> [WHAT NEEDS TO BE DONE]
Reproduce nothing but the lines from the start of the material through the line that includes "thumb cmc: (947, 1096)", both ends included, and omit every picture.

> [EXERCISE DATA]
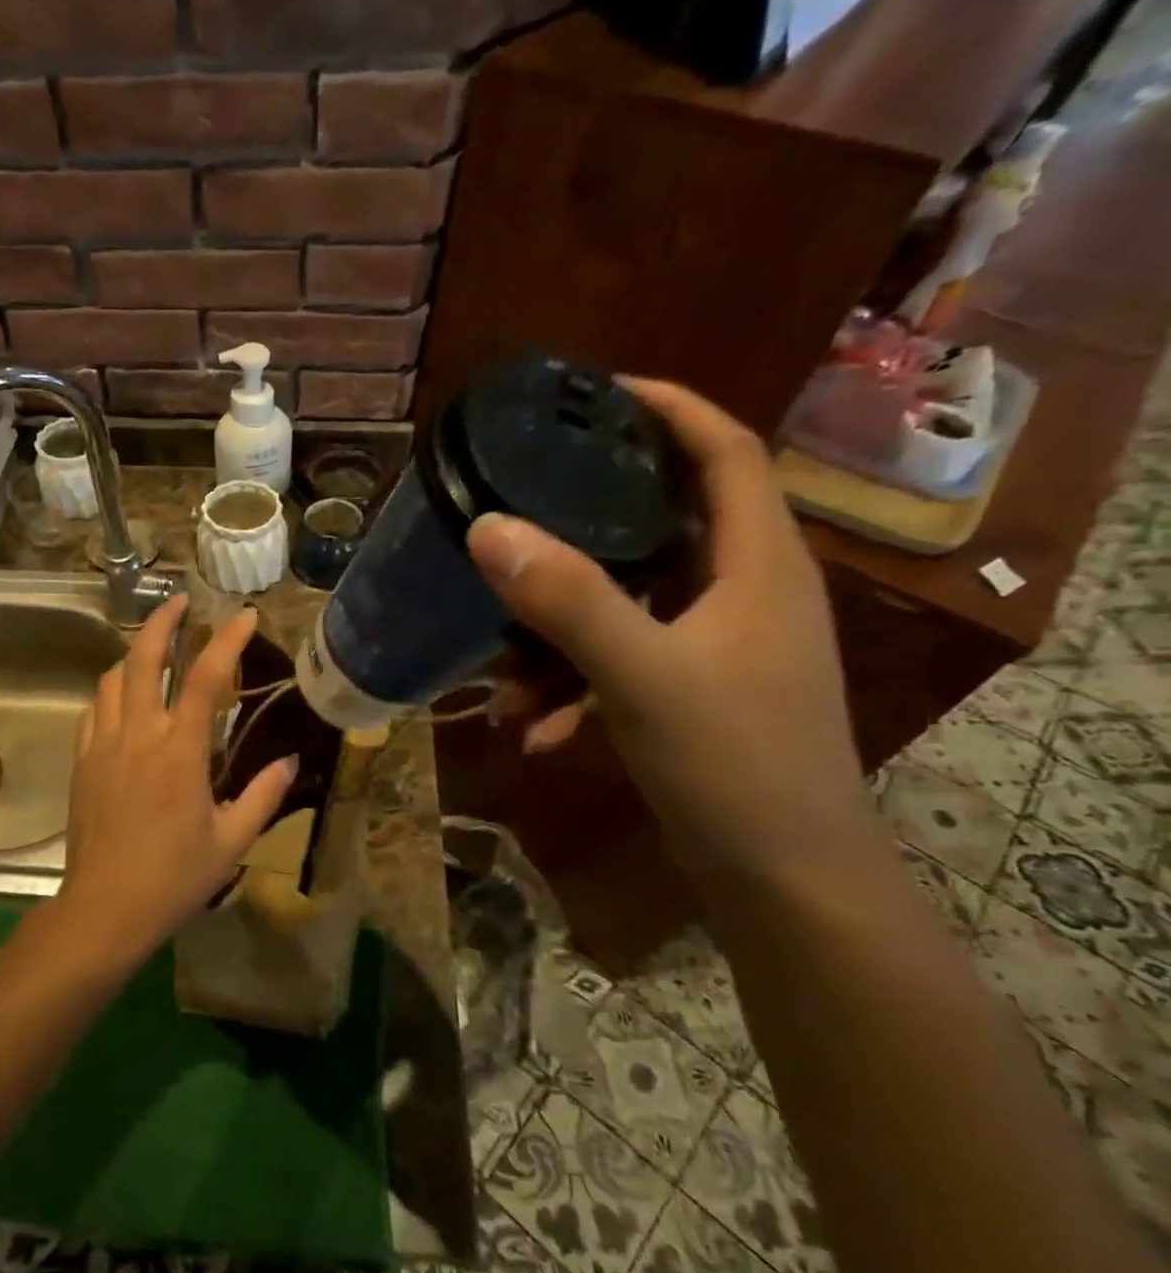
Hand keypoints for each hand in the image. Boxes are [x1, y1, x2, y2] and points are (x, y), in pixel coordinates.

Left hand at [56, 594, 296, 957]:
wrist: (105, 908)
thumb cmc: (174, 877)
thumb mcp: (232, 840)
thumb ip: (263, 795)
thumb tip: (290, 760)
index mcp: (179, 751)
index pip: (207, 678)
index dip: (228, 639)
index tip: (246, 615)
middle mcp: (138, 735)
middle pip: (144, 658)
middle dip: (162, 622)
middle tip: (179, 602)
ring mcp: (103, 745)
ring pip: (113, 678)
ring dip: (135, 654)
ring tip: (155, 649)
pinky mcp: (82, 762)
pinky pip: (94, 709)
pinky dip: (112, 691)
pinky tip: (124, 698)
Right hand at [466, 379, 883, 890]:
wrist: (783, 879)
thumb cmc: (734, 763)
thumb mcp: (643, 675)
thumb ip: (568, 599)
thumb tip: (488, 527)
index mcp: (755, 561)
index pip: (723, 450)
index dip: (668, 408)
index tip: (596, 392)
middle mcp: (742, 589)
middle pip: (661, 521)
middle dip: (586, 516)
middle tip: (522, 499)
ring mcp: (717, 643)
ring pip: (626, 603)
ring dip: (560, 630)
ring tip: (502, 670)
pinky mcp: (693, 688)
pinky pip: (619, 661)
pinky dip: (575, 684)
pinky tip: (534, 730)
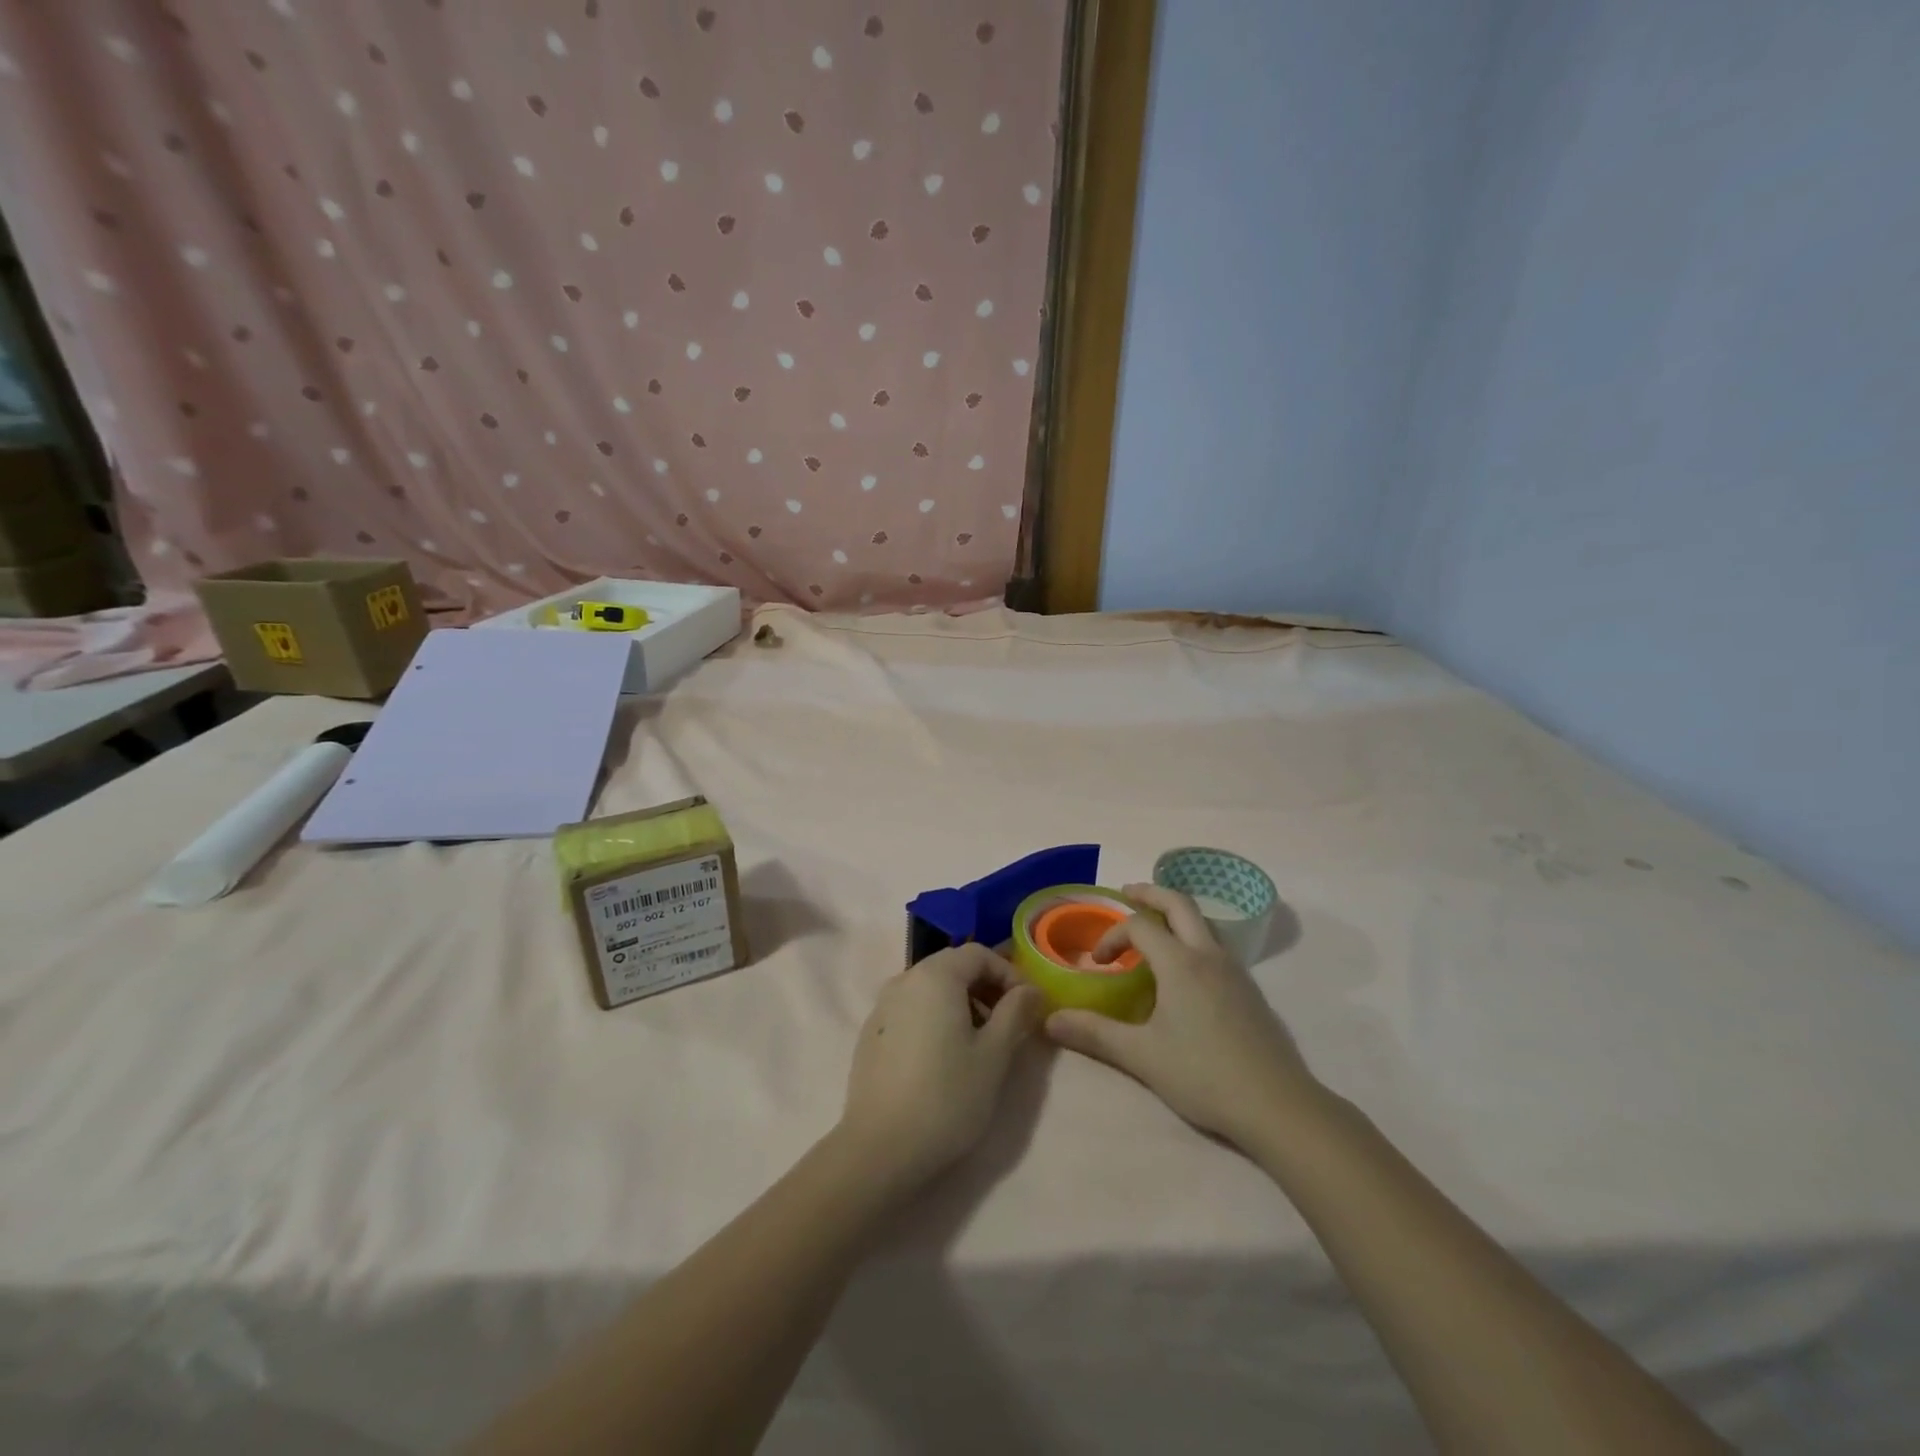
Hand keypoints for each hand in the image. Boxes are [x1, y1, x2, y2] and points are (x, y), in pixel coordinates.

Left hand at [839, 944, 1046, 1188]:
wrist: (880, 1148)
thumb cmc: (947, 1096)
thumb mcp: (994, 1055)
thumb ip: (1015, 1012)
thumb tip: (1030, 989)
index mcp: (935, 976)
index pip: (978, 953)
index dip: (1008, 973)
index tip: (1027, 1006)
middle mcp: (904, 980)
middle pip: (952, 967)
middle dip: (985, 988)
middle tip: (1008, 1024)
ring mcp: (882, 1007)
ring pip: (931, 989)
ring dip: (961, 1004)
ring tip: (980, 1044)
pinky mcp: (871, 1034)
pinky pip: (912, 1010)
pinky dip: (935, 1019)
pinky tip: (944, 1058)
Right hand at [1045, 884, 1320, 1148]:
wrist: (1278, 1106)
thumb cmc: (1204, 1075)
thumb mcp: (1141, 1056)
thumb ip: (1095, 1033)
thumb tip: (1049, 1020)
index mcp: (1180, 963)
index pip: (1139, 925)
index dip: (1112, 935)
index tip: (1098, 963)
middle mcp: (1209, 955)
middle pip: (1179, 903)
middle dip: (1150, 893)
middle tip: (1126, 893)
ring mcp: (1235, 970)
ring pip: (1203, 922)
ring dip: (1175, 915)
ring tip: (1153, 929)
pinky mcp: (1250, 990)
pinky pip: (1216, 945)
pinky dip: (1192, 938)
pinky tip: (1185, 972)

> [EXPECTED ANSWER]
Hand keypoints for each hand in the image. Boxes are [x1, y1, x2, y2] and points are (x, y), in pixel coordinates.

Left hand at [56, 594, 296, 957]:
wrist: (105, 908)
thumb cmc: (174, 877)
thumb mcp: (232, 840)
thumb ip: (263, 795)
thumb tip: (290, 760)
index mcp: (179, 751)
index pip: (207, 678)
index dip: (228, 639)
index tip: (246, 615)
middle mcp: (138, 735)
middle pip: (144, 658)
middle dip: (162, 622)
middle tip: (179, 602)
ring mcp: (103, 745)
ring pip: (113, 678)
ring dip: (135, 654)
ring tip: (155, 649)
pinky mcp: (82, 762)
pinky pip: (94, 709)
pinky dip: (112, 691)
pinky tip: (124, 698)
Right hand at [466, 379, 883, 890]:
wrist: (783, 879)
thumb cmc: (734, 763)
thumb mcp: (643, 675)
thumb ip: (568, 599)
thumb tip: (488, 527)
index mcp: (755, 561)
index pip: (723, 450)
index dip: (668, 408)
index tip: (596, 392)
middle mcp: (742, 589)
middle pip: (661, 521)
middle dip: (586, 516)
middle tip: (522, 499)
ring mcp: (717, 643)
ring pip: (626, 603)
ring dip: (560, 630)
ring tip: (502, 670)
pinky mcp: (693, 688)
pinky pip: (619, 661)
pinky dip: (575, 684)
pinky tip: (534, 730)
Hand keypoints for each hand in the image. Boxes are [x1, y1, x2, y2] and points are (x, y), in pixel coordinates.

Left hand at [839, 944, 1046, 1188]:
wrist: (880, 1148)
thumb cmc: (947, 1096)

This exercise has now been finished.